What to work on:
Please transcribe exactly the lines from the one containing "Trace the roads" through the end of the records below, both included, and nothing else.

(Data excerpts)
┄┄┄┄┄┄

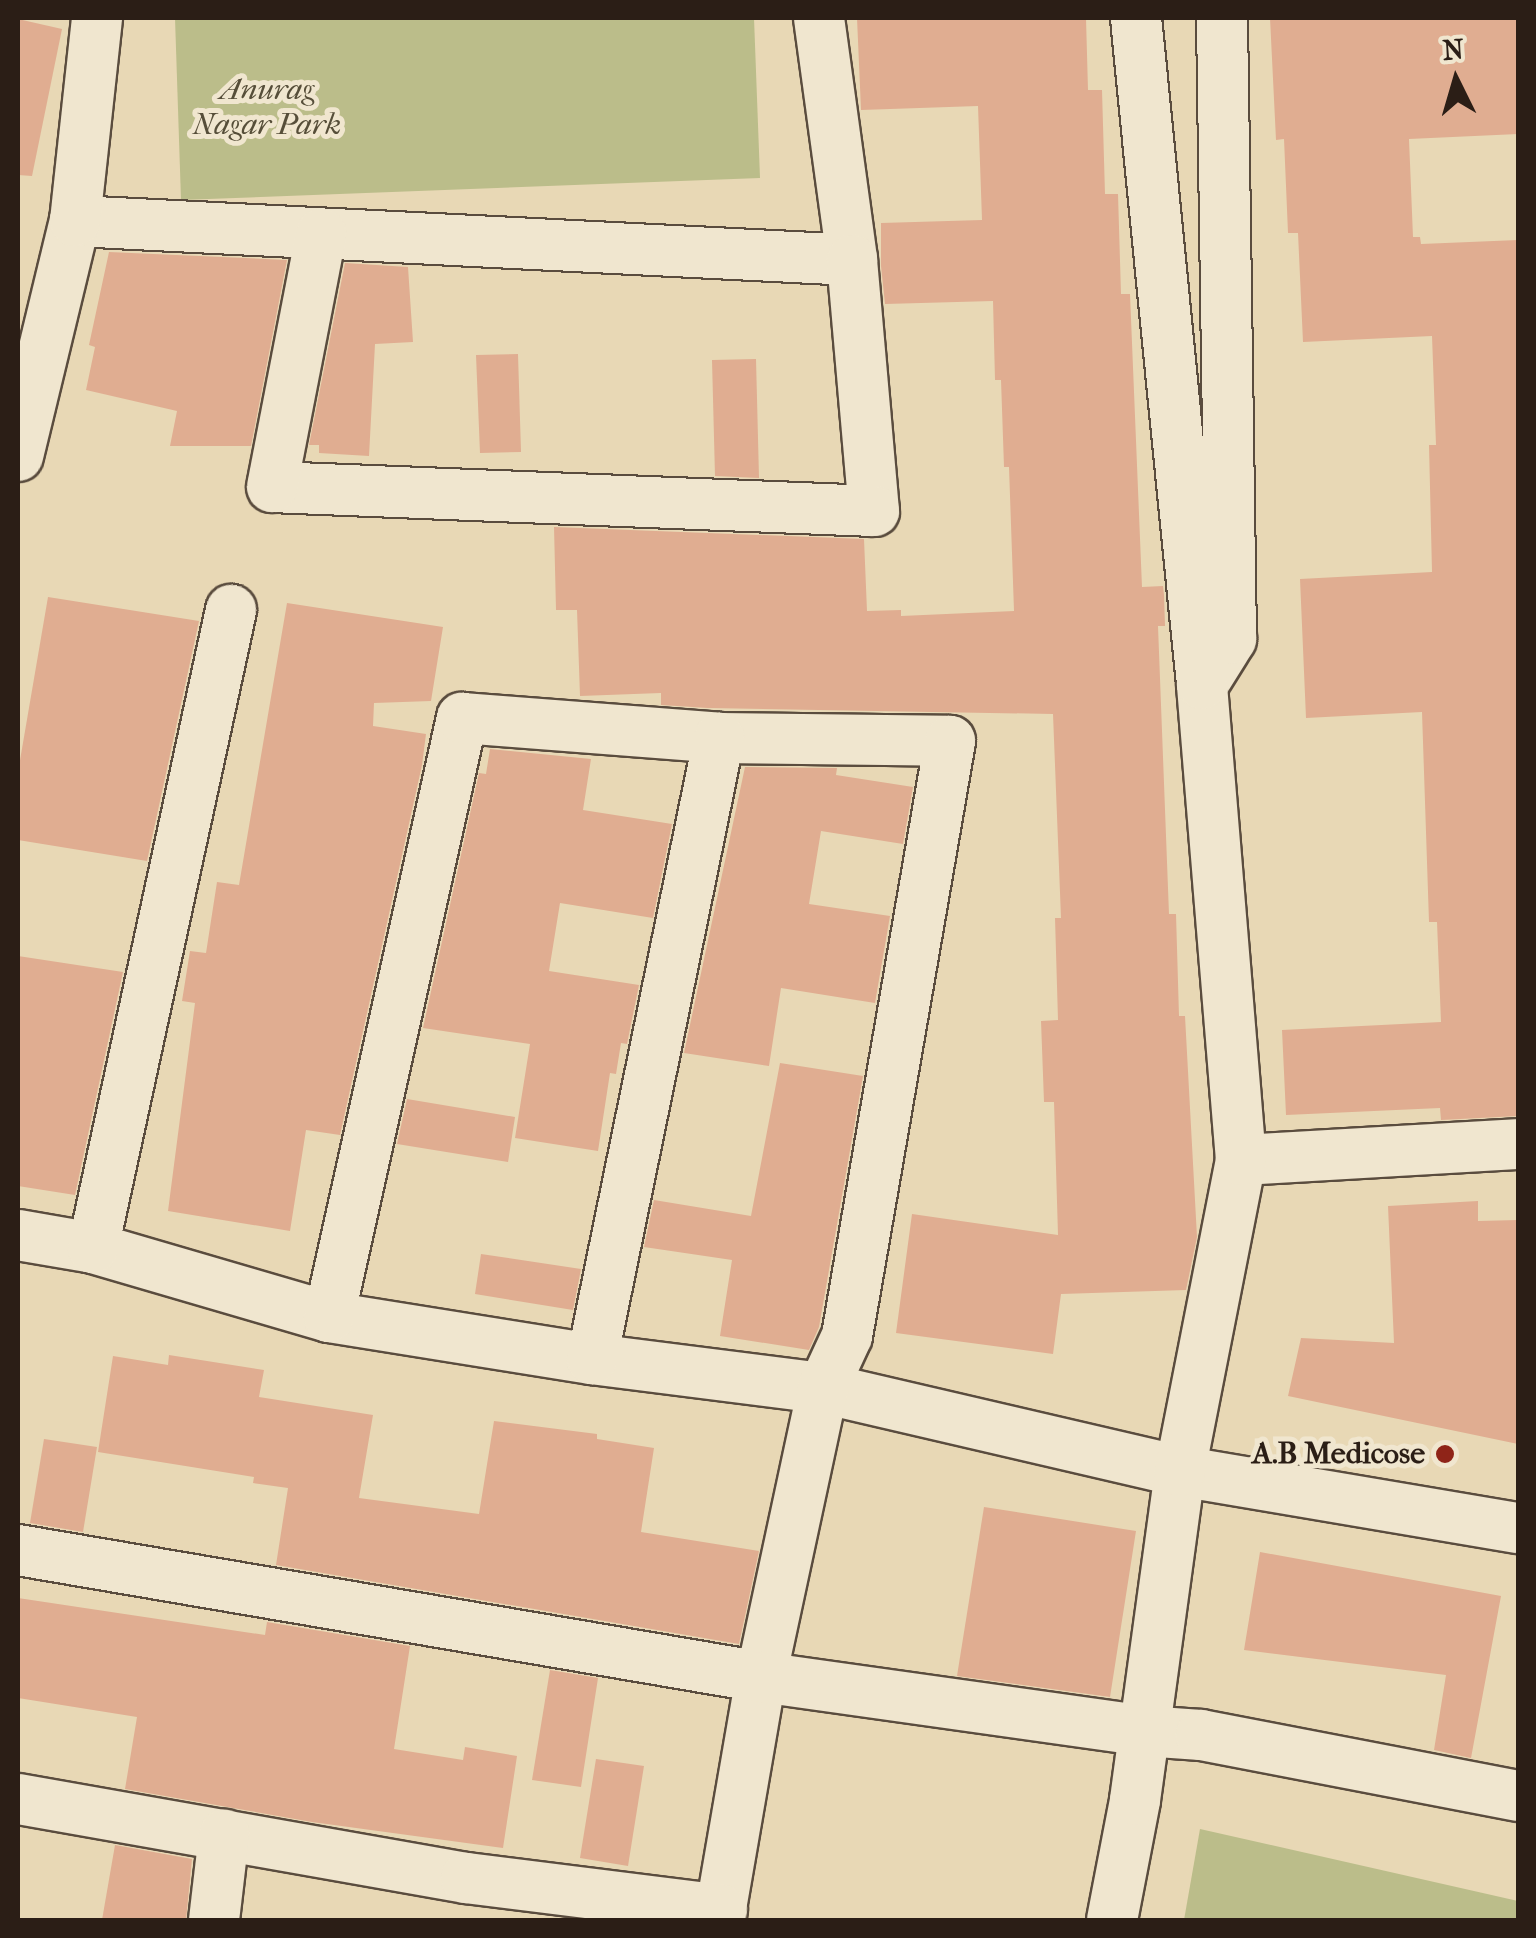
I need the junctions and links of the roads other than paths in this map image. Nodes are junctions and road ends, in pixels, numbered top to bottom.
1 (97, 18) edge
2 (819, 18) edge
3 (1136, 18) edge
4 (1222, 18) edge
5 (1150, 152) junction
6 (75, 222) junction
7 (321, 234) junction
8 (1226, 258) junction
9 (852, 260) junction
10 (18, 456) edge
11 (231, 610) dead end
12 (1202, 684) junction
13 (719, 738) junction
14 (1518, 1144) edge
15 (1241, 1160) junction
16 (18, 1235) edge
17 (94, 1248) junction
18 (329, 1316) junction
19 (592, 1358) junction
20 (823, 1388) junction
21 (1180, 1471) junction
22 (1518, 1528) edge
23 (18, 1550) edge
24 (761, 1677) junction
25 (1144, 1732) junction
26 (1518, 1796) edge
27 (18, 1799) edge
28 (224, 1835) junction
29 (462, 1899) edge
30 (720, 1915) edge
31 (214, 1920) edge
32 (1112, 1920) edge

1 - 6 street
2 - 9 street
3 - 5 street
4 - 8 street
5 - 8 street
5 - 12 street
6 - 7 street
6 - 10 street
7 - 9 street
7 - 9 street
8 - 12 street
11 - 17 street
12 - 15 street
13 - 18 street
13 - 19 street
13 - 20 street
14 - 15 street
15 - 21 street
16 - 17 street
17 - 18 street
18 - 19 street
19 - 20 street
20 - 21 street
20 - 24 street
21 - 22 street
21 - 25 street
23 - 24 street
24 - 25 street
24 - 30 street
25 - 26 street
25 - 32 street
27 - 28 street
28 - 29 street
28 - 31 street
29 - 30 street

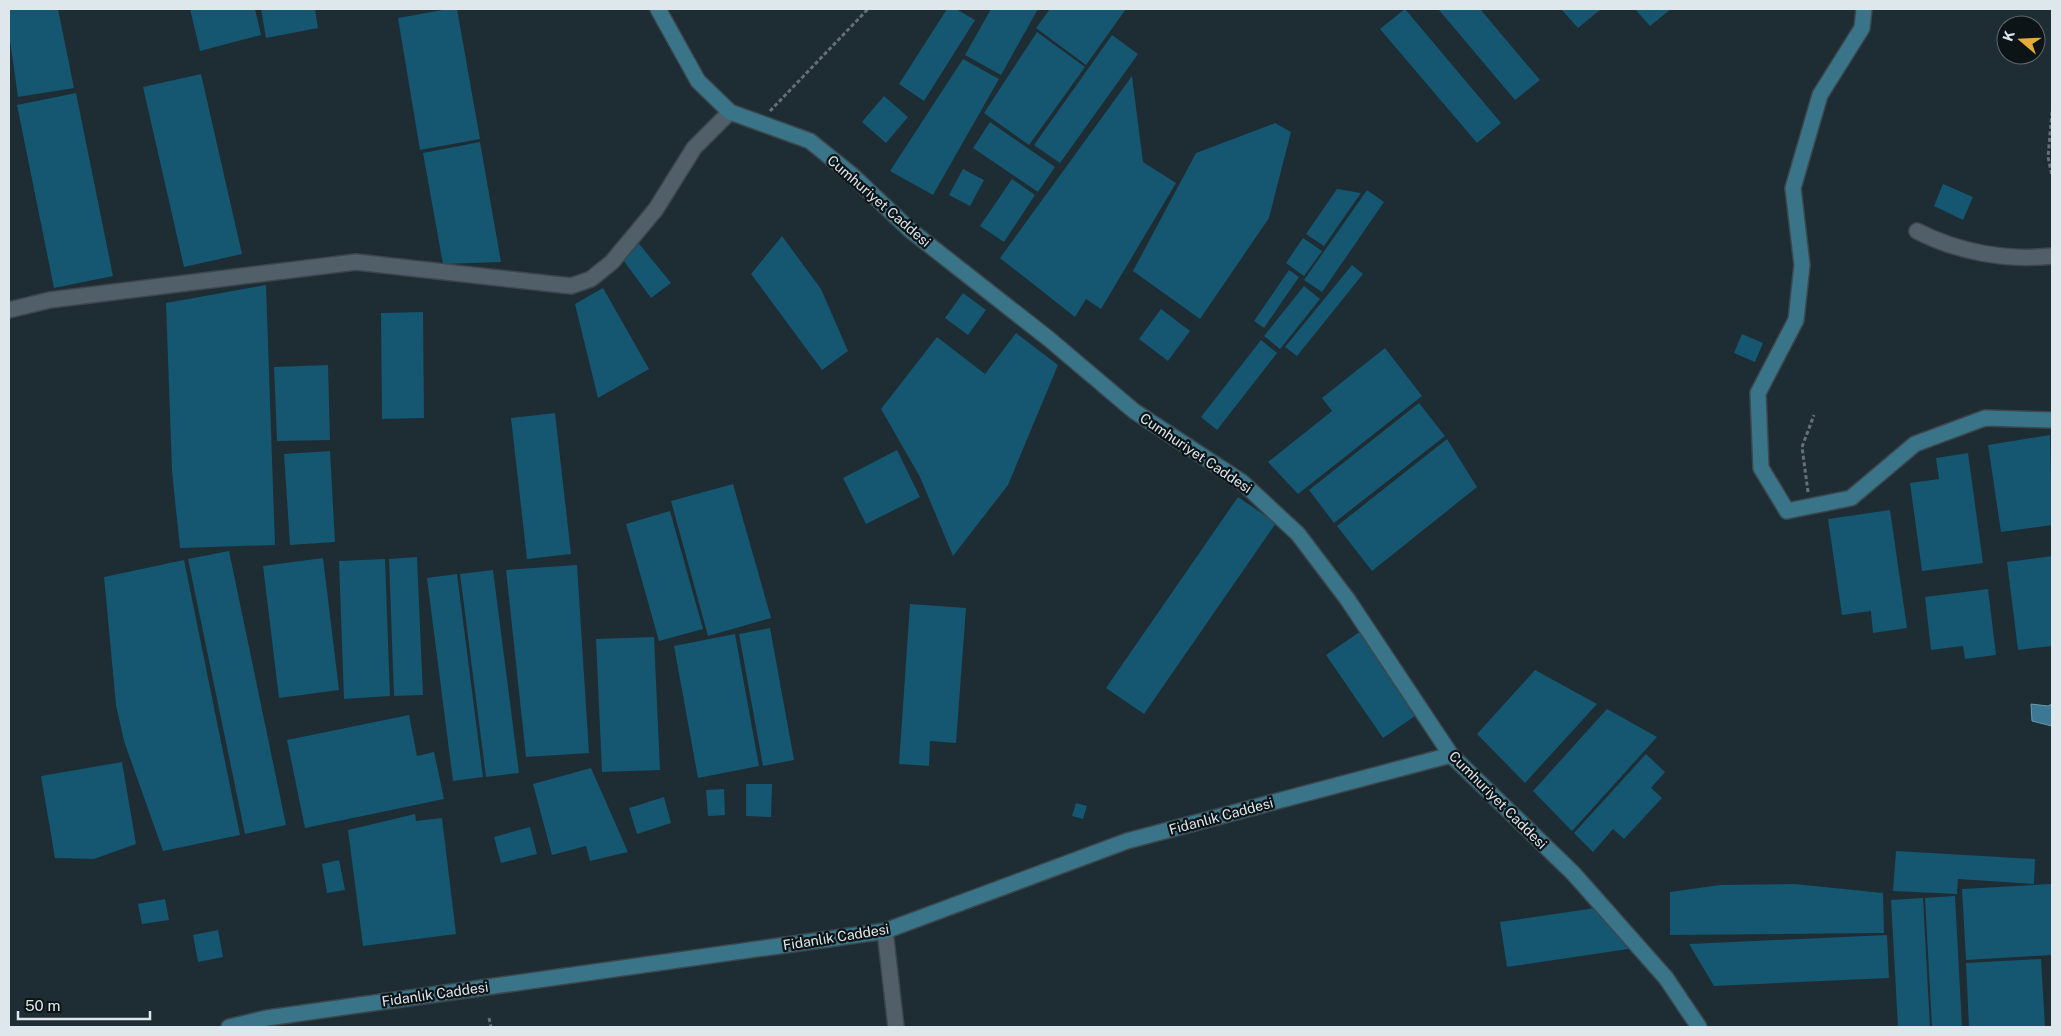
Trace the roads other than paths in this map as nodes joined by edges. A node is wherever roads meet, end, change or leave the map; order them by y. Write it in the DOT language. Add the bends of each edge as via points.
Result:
graph roads {
  1 [pos="658,9"];
  2 [pos="1864,9"];
  3 [pos="730,112"];
  4 [pos="1917,231"];
  5 [pos="2052,256"];
  6 [pos="9,310"];
  7 [pos="2052,420"];
  8 [pos="1451,755"];
  9 [pos="885,931"];
  10 [pos="229,1027"];
  11 [pos="896,1027"];
  12 [pos="1699,1027"];
  1 -- 3 [label="street, Cumhuriyet Caddesi" via="698,81"];
  2 -- 7 [label="street" via="1862,28 1820,95 1793,188 1802,265 1796,320 1758,393 1761,468 1787,511 1851,498 1915,444 1985,418"];
  3 -- 6 [label="street" via="694,148 656,209 612,262 591,279 571,286 356,262 50,300"];
  3 -- 8 [label="street, Cumhuriyet Caddesi" via="810,141 852,175 910,230 1049,339 1134,411 1249,489 1298,534 1332,578"];
  4 -- 5 [label="street" via="1944,245 1994,255"];
  8 -- 9 [label="street, Fidanlık Caddesi" via="1127,842"];
  8 -- 12 [label="street, Cumhuriyet Caddesi" via="1573,873 1666,978"];
  9 -- 10 [label="street, Fidanlık Caddesi" via="286,1015"];
  9 -- 11 [label="street"];
}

┄┄┄┄┄┄

Response for this exercise:
Trace the roads other than paths in this map as nodes joined by edges. A node is wherever roads meet, end, change or leave the map; order them by y. Write it in the DOT language. Add the bends of each edge as via points.
Result:
graph roads {
  1 [pos="658,9"];
  2 [pos="1864,9"];
  3 [pos="730,112"];
  4 [pos="1917,231"];
  5 [pos="2052,256"];
  6 [pos="9,310"];
  7 [pos="2052,420"];
  8 [pos="1451,755"];
  9 [pos="885,931"];
  10 [pos="229,1027"];
  11 [pos="896,1027"];
  12 [pos="1699,1027"];
  1 -- 3 [label="street, Cumhuriyet Caddesi" via="698,81"];
  2 -- 7 [label="street" via="1862,28 1820,95 1793,188 1802,265 1796,320 1758,393 1761,468 1787,511 1851,498 1915,444 1985,418"];
  3 -- 6 [label="street" via="694,148 656,209 612,262 591,279 571,286 356,262 50,300"];
  3 -- 8 [label="street, Cumhuriyet Caddesi" via="810,141 852,175 910,230 1049,339 1134,411 1249,489 1298,534 1332,578"];
  4 -- 5 [label="street" via="1944,245 1994,255"];
  8 -- 9 [label="street, Fidanlık Caddesi" via="1127,842"];
  8 -- 12 [label="street, Cumhuriyet Caddesi" via="1573,873 1666,978"];
  9 -- 10 [label="street, Fidanlık Caddesi" via="286,1015"];
  9 -- 11 [label="street"];
}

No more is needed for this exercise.